I'd like the entire listing output verbatim, apart from the pictures.
════
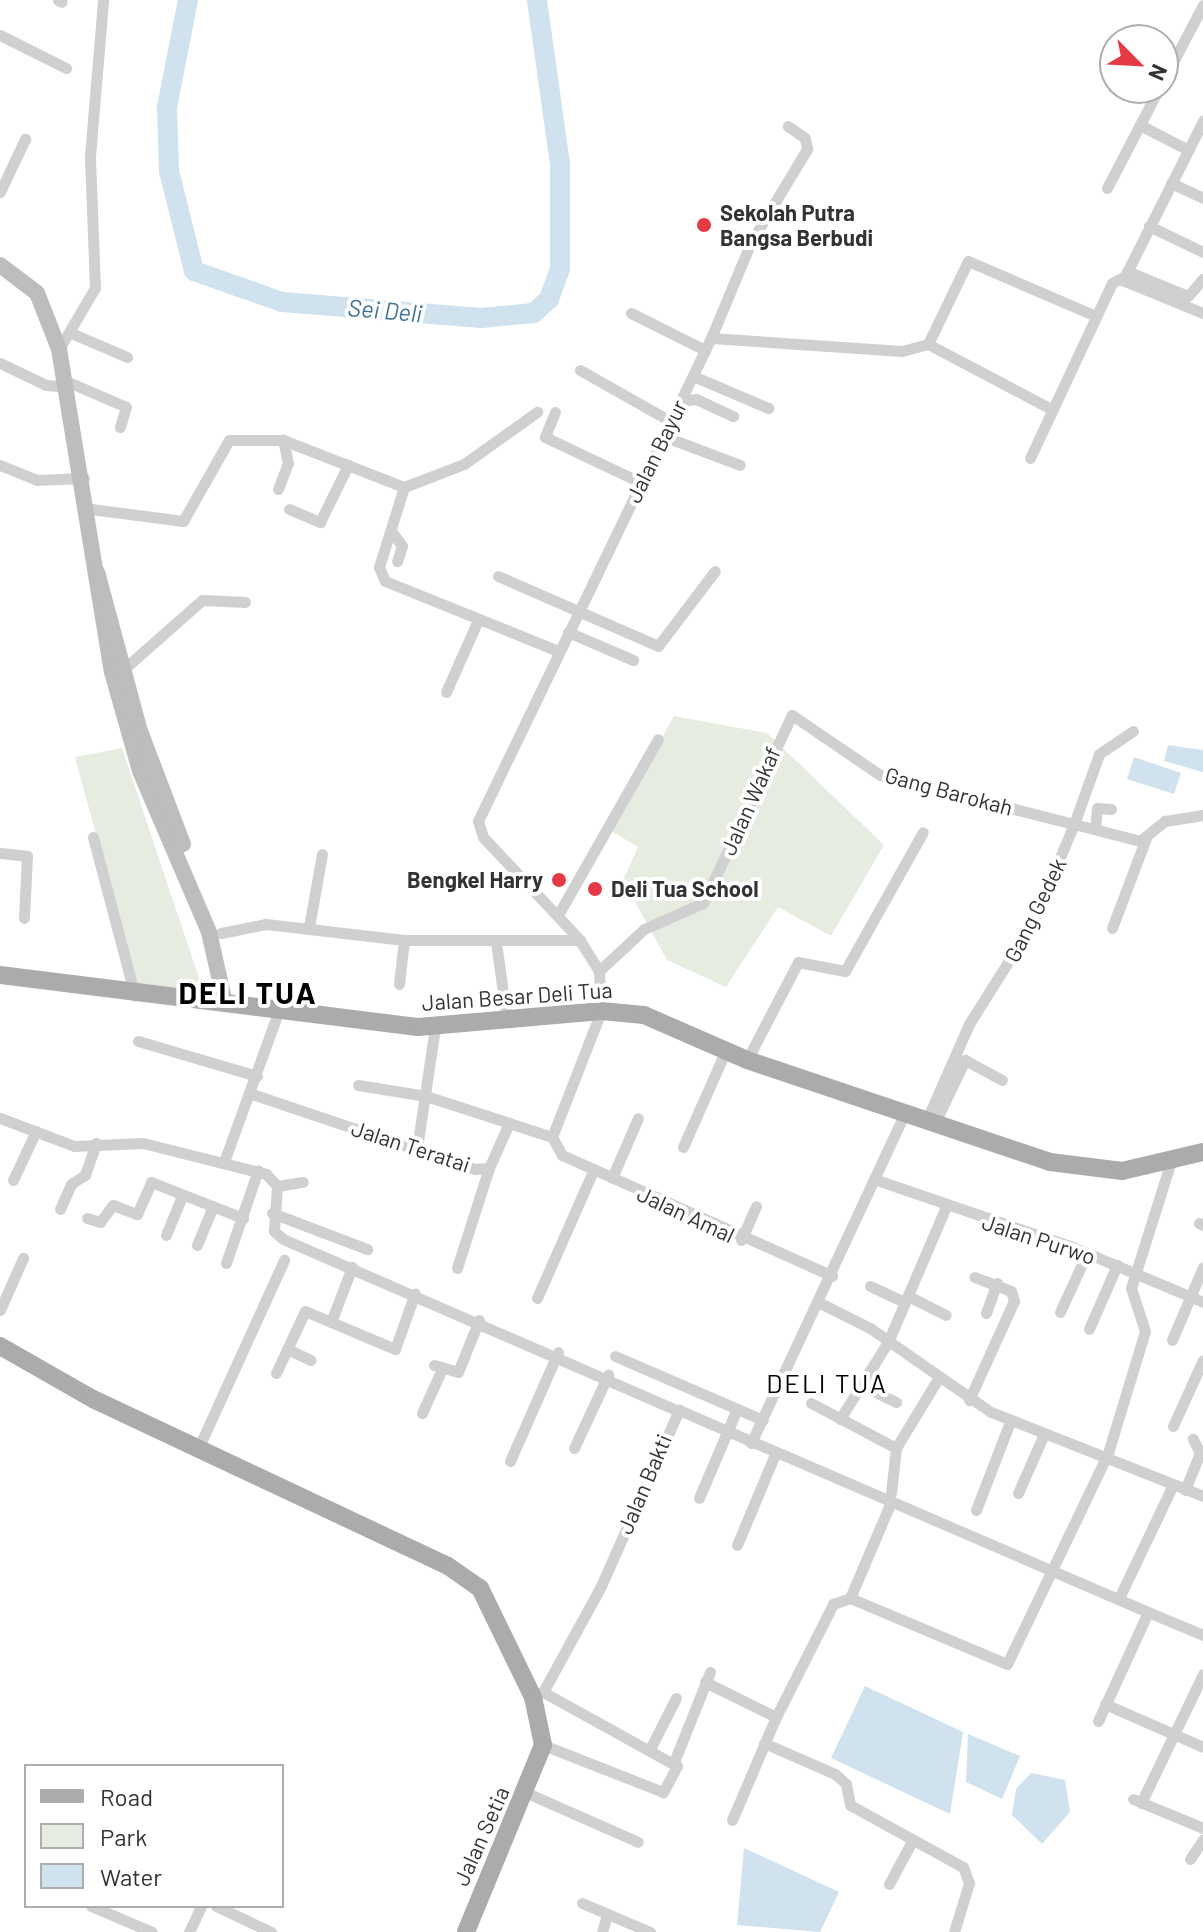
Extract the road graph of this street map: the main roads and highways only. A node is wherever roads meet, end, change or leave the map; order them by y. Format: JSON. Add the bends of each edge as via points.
{"nodes":[{"id":1,"x":0,"y":265,"type":"edge"},
{"id":2,"x":97,"y":572,"type":"junction"},
{"id":3,"x":0,"y":975,"type":"edge"},
{"id":4,"x":231,"y":1004,"type":"junction"},
{"id":5,"x":1203,"y":1152,"type":"edge"},
{"id":6,"x":0,"y":1346,"type":"edge"},
{"id":7,"x":466,"y":1932,"type":"edge"}],
"edges":[{"from":1,"to":2,"type":"main road","via":[[37,293],[59,349],[91,509]]},
{"from":2,"to":4,"type":"main road","via":[[152,768],[221,933]]},
{"from":2,"to":4,"type":"main road","via":[[93,589],[128,734],[209,932]]},
{"from":3,"to":4,"type":"main road","name":"Jalan Besar Deli Tua","via":[[135,997]]},
{"from":4,"to":5,"type":"main road","name":"Jalan Besar Deli Tua","via":[[435,1028],[601,1011],[666,1021],[747,1060],[907,1108],[1027,1156],[1098,1172],[1170,1164]]},
{"from":6,"to":7,"type":"main road","name":"Jalan Setia","via":[[198,1449],[471,1580],[538,1694],[542,1752]]}]}
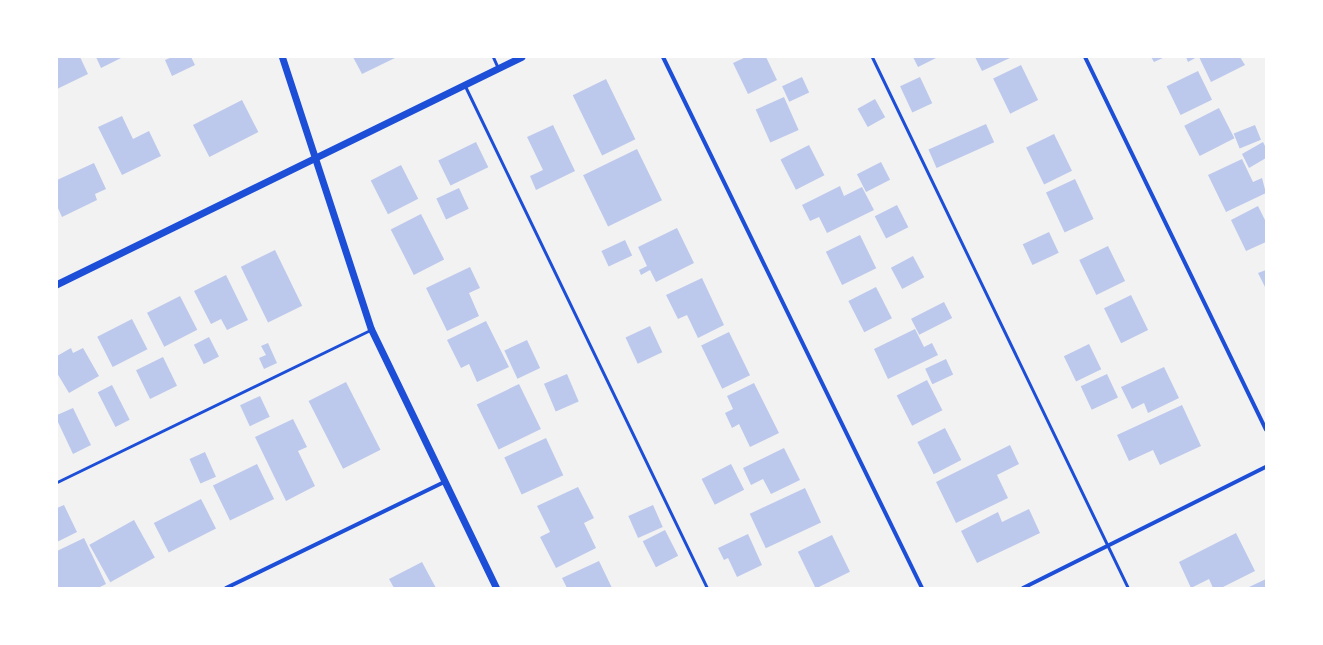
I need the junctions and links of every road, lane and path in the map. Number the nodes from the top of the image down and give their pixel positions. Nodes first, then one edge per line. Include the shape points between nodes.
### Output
1 (282, 57) edge
2 (493, 57) edge
3 (521, 57) edge
4 (663, 57) edge
5 (872, 57) edge
6 (1085, 57) edge
7 (498, 68) junction
8 (464, 84) junction
9 (313, 158) junction
10 (57, 284) edge
11 (371, 329) junction
12 (1266, 429) edge
13 (1266, 467) edge
14 (57, 482) edge
15 (444, 482) junction
16 (1108, 547) junction
17 (226, 588) edge
18 (496, 588) edge
19 (707, 588) edge
20 (922, 588) edge
21 (1023, 588) edge
22 (1128, 588) edge

1 - 9 street
2 - 7 lane
3 - 7 street
4 - 20 street
5 - 16 lane
6 - 12 street
7 - 8 street
8 - 9 street
8 - 19 lane
9 - 10 street
9 - 11 street
11 - 14 lane
11 - 15 street
13 - 16 street
15 - 17 street
15 - 18 street
16 - 21 street
16 - 22 lane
════
Solution to the problem |
Extract the road graph of this street map: the main roads and highways only. A node is wherever roads meet, end, change or leave the map; order them by y. Format: JSON. Add the bends of each edge as via points.
{"nodes":[{"id":1,"x":0,"y":265,"type":"edge"},
{"id":2,"x":97,"y":572,"type":"junction"},
{"id":3,"x":0,"y":975,"type":"edge"},
{"id":4,"x":231,"y":1004,"type":"junction"},
{"id":5,"x":1203,"y":1152,"type":"edge"},
{"id":6,"x":0,"y":1346,"type":"edge"},
{"id":7,"x":466,"y":1932,"type":"edge"}],
"edges":[{"from":1,"to":2,"type":"main road","via":[[37,293],[59,349],[91,509]]},
{"from":2,"to":4,"type":"main road","via":[[152,768],[221,933]]},
{"from":2,"to":4,"type":"main road","via":[[93,589],[128,734],[209,932]]},
{"from":3,"to":4,"type":"main road","name":"Jalan Besar Deli Tua","via":[[135,997]]},
{"from":4,"to":5,"type":"main road","name":"Jalan Besar Deli Tua","via":[[435,1028],[601,1011],[666,1021],[747,1060],[907,1108],[1027,1156],[1098,1172],[1170,1164]]},
{"from":6,"to":7,"type":"main road","name":"Jalan Setia","via":[[198,1449],[471,1580],[538,1694],[542,1752]]}]}
I need the junctions and links of every road, lane and path in the map. Number the nodes from the top of the image down and give their pixel positions. Nodes first, then one edge per line. Include the shape points between nodes.
### Output
1 (282, 57) edge
2 (493, 57) edge
3 (521, 57) edge
4 (663, 57) edge
5 (872, 57) edge
6 (1085, 57) edge
7 (498, 68) junction
8 (464, 84) junction
9 (313, 158) junction
10 (57, 284) edge
11 (371, 329) junction
12 (1266, 429) edge
13 (1266, 467) edge
14 (57, 482) edge
15 (444, 482) junction
16 (1108, 547) junction
17 (226, 588) edge
18 (496, 588) edge
19 (707, 588) edge
20 (922, 588) edge
21 (1023, 588) edge
22 (1128, 588) edge

1 - 9 street
2 - 7 lane
3 - 7 street
4 - 20 street
5 - 16 lane
6 - 12 street
7 - 8 street
8 - 9 street
8 - 19 lane
9 - 10 street
9 - 11 street
11 - 14 lane
11 - 15 street
13 - 16 street
15 - 17 street
15 - 18 street
16 - 21 street
16 - 22 lane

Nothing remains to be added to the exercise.